BRIEF »
"roads" is the word to look for; copy each line of the listing where it occurs.

[Opening RECORDS section]

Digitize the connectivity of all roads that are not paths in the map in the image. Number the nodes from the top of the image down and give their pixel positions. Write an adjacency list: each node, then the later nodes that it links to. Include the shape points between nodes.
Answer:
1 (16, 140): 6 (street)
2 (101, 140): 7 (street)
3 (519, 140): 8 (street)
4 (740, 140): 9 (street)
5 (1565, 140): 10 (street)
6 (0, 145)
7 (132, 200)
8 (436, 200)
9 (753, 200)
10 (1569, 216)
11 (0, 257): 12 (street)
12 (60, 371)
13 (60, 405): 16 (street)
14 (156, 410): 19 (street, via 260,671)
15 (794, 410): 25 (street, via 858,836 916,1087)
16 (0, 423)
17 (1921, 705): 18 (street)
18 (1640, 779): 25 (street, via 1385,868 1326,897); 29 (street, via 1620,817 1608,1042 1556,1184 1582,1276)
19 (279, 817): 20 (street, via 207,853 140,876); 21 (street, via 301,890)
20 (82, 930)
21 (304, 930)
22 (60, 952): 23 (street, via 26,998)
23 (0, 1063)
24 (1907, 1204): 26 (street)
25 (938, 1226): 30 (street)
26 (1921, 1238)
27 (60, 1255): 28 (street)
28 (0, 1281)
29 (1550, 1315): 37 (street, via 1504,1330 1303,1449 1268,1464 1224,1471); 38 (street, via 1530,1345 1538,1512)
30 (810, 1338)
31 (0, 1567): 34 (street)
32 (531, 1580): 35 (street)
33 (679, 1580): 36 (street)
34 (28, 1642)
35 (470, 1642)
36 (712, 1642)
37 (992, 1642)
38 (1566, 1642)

[Closing RECORDS section]
[Opening RECORDS section]

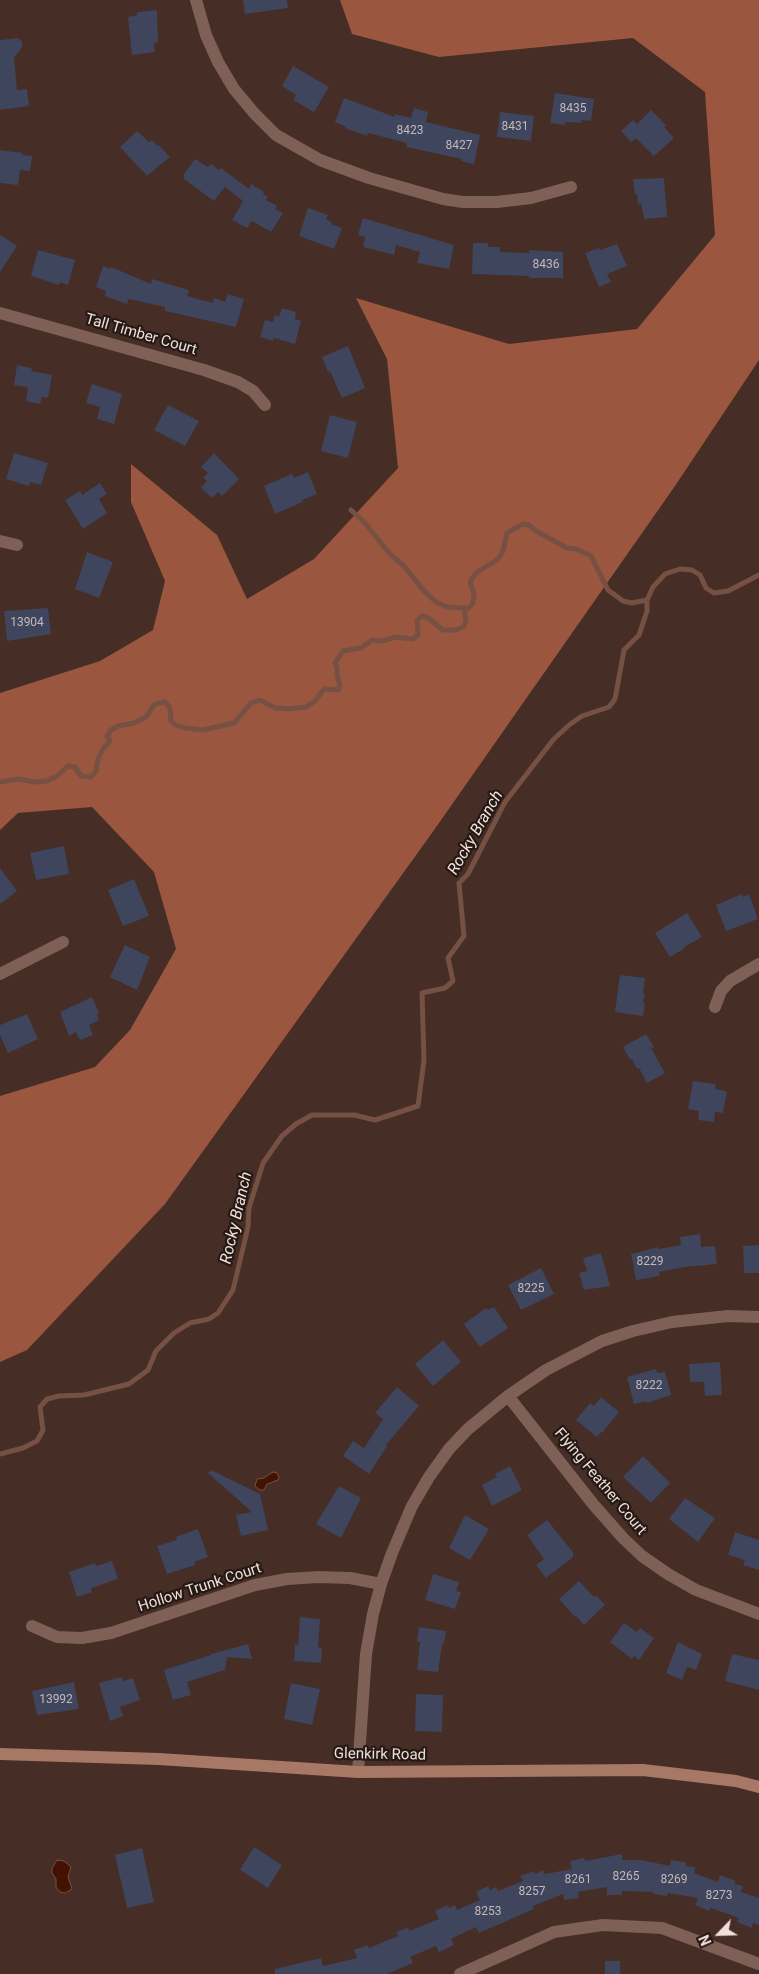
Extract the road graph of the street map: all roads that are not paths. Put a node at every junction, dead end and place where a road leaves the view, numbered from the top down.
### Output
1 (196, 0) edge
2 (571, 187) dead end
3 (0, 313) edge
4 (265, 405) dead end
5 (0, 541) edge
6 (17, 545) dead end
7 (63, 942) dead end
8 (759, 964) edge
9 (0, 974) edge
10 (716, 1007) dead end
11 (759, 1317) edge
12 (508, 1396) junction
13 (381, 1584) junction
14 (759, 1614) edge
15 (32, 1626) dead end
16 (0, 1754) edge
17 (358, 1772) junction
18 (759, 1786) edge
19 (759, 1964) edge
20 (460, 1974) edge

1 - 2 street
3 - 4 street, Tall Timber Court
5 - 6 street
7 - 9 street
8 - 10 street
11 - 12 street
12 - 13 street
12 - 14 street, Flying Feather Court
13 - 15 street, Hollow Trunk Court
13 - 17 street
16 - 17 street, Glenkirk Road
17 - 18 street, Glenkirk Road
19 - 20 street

[Closing RECORDS section]

WRITTEN SOLUTION »
Digitize the connectivity of all roads that are not paths in the map in the image. Number the nodes from the top of the image down and give their pixel positions. Write an adjacency list: each node, then the later nodes that it links to. Include the shape points between nodes.
Extract the road graph of the street map: all roads that are not paths. Put a node at every junction, dead end and place where a road leaves the view, numbered from the top down.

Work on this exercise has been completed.